***** Data

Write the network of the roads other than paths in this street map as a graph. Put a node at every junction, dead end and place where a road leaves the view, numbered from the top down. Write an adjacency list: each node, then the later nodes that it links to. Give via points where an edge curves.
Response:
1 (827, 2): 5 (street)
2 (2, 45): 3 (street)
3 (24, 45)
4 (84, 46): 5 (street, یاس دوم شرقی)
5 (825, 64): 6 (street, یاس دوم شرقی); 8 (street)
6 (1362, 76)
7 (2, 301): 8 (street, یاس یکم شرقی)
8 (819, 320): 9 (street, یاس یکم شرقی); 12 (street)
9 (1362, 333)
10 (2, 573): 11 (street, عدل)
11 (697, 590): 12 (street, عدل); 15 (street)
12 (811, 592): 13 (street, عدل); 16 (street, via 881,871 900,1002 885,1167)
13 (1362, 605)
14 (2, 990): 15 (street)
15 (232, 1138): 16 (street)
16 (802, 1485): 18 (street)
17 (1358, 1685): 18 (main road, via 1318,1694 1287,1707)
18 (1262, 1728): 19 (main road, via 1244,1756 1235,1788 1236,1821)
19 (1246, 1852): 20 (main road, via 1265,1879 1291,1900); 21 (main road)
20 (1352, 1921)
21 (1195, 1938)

**********

Exercise aim: Word for word, reproduce every record shown above.

Response for this exercise:
Write the network of the roads other than paths in this street map as a graph. Put a node at every junction, dead end and place where a road leaves the view, numbered from the top down. Write an adjacency list: each node, then the later nodes that it links to. Give via points where an edge curves.
Response:
1 (827, 2): 5 (street)
2 (2, 45): 3 (street)
3 (24, 45)
4 (84, 46): 5 (street, یاس دوم شرقی)
5 (825, 64): 6 (street, یاس دوم شرقی); 8 (street)
6 (1362, 76)
7 (2, 301): 8 (street, یاس یکم شرقی)
8 (819, 320): 9 (street, یاس یکم شرقی); 12 (street)
9 (1362, 333)
10 (2, 573): 11 (street, عدل)
11 (697, 590): 12 (street, عدل); 15 (street)
12 (811, 592): 13 (street, عدل); 16 (street, via 881,871 900,1002 885,1167)
13 (1362, 605)
14 (2, 990): 15 (street)
15 (232, 1138): 16 (street)
16 (802, 1485): 18 (street)
17 (1358, 1685): 18 (main road, via 1318,1694 1287,1707)
18 (1262, 1728): 19 (main road, via 1244,1756 1235,1788 1236,1821)
19 (1246, 1852): 20 (main road, via 1265,1879 1291,1900); 21 (main road)
20 (1352, 1921)
21 (1195, 1938)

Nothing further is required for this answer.